The zodiacal light suggests a different set of considerations. Comets being of pre-planetary origin, the ecliptical glow must be supposed post-planetary. It belongs to a later epoch, being composed, according to an accepted opinion,[110] of superfluous materials left over from the construction of the train of globes to which our own belongs. It might be compared to whey from which the curd has been separated. All the good has been got out of it; we might be tempted to throw it aside upon the rising rubbish-heap of the skies, with the importunate asteroidal throng, a few dozen undistinguished comets, and some hundreds of ill-defined meteoric systems. But celestial refuse is always worth sifting, above all, for tokens of genealogical descent, and we should be unwise to neglect the chance of finding them in the peculiar relations of the zodiacal light.
A triple phenomenon, it consists, when completely seen, of a cone, a band, and a counterglow. The connection of these parts into a whole is obvious, though enigmatical. Usually, however, only the cone is visible. It appears about the time of the spring and autumn equinoxes, after sunset and before sunrise respectively, as a faint lenticular illumination, tapering upward from the sun's place below the horizon to an apex high up near the meridian. Under the name of the 'False Dawn' it was familiar, probably from an early age, to Oriental peoples. But they looked for it at the opposite end of the night from that favoured by European observers; nor did the phenomenon attract any particular notice here in England until 1660, when Joshua Childrey published a description of it in his Britannia Baconica.

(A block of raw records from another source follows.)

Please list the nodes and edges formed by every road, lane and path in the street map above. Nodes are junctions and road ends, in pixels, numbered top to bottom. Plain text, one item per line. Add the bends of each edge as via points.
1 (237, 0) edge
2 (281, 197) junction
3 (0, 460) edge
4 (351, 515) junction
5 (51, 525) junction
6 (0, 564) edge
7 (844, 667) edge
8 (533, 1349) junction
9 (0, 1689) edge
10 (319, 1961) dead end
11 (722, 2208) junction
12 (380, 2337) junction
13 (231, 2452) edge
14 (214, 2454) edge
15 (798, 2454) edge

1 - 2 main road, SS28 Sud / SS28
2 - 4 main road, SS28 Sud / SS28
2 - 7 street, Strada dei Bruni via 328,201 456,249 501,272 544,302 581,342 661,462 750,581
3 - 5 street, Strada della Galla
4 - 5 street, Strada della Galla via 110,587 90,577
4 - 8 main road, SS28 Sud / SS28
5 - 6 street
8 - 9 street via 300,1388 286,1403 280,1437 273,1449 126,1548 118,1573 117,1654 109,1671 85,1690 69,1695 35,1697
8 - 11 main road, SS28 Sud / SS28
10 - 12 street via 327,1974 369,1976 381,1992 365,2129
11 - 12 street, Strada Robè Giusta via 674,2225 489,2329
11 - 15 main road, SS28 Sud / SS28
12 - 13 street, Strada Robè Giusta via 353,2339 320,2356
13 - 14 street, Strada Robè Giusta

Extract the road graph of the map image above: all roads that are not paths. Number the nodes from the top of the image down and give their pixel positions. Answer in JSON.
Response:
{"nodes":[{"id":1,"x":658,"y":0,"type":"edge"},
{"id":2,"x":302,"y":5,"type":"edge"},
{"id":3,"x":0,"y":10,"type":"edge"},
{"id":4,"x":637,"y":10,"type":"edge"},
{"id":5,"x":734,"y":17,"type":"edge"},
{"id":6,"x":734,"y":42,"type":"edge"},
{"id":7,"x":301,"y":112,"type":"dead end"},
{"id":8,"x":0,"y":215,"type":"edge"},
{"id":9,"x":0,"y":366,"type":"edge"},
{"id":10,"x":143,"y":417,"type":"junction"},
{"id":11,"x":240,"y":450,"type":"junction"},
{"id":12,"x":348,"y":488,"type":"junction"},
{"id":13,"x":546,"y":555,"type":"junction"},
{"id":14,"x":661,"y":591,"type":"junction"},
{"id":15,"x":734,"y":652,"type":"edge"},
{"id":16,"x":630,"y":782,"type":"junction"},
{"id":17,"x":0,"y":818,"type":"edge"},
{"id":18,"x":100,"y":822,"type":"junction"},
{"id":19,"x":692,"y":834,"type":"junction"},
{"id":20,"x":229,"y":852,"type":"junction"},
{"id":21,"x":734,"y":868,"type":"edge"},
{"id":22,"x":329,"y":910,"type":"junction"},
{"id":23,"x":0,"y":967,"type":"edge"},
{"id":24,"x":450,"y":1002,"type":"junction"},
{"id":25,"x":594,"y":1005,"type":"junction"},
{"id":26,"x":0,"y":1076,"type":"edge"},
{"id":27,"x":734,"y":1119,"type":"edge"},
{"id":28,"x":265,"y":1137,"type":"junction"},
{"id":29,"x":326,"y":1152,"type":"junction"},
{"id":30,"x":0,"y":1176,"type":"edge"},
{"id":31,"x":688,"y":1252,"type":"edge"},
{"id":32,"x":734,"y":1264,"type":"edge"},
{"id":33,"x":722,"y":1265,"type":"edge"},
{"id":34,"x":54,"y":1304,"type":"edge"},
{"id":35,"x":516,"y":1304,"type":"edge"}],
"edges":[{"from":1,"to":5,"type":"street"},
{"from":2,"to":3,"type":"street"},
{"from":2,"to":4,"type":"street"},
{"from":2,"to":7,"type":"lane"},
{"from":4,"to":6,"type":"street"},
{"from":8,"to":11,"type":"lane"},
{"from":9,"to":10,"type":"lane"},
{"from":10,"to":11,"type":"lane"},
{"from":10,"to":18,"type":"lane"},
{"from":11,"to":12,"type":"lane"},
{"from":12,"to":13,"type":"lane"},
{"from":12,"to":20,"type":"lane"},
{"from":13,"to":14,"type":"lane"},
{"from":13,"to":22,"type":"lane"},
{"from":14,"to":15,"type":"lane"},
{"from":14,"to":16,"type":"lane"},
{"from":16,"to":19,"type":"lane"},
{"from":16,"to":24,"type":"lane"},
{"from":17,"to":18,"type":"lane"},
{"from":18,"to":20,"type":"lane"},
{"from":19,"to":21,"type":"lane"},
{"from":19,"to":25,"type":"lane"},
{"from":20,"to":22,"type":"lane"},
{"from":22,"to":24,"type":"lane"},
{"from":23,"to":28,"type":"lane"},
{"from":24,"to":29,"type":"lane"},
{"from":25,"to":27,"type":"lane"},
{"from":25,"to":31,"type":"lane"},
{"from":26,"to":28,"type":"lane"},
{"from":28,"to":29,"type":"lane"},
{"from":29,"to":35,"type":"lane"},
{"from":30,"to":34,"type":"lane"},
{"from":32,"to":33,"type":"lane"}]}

Yet it had been specifically observed about seventy years previously by Christoph Rothmann of Hesse, and must have been less intelligently perceived by numberless spectators, who most likely included it, with such miscellaneous objects as comets' tails, auroral beams, and meteor-trails, in the undefined class of appearances known from of old as trabes.
The light is ordinarily much feebler than the Milky Way, which it nevertheless on occasions unmistakably outshines.[111] Real fluctuations of brightness seem implicated in these changes; yet they follow no traceable law of periodicity, and are certainly independent of the sunspot cycle.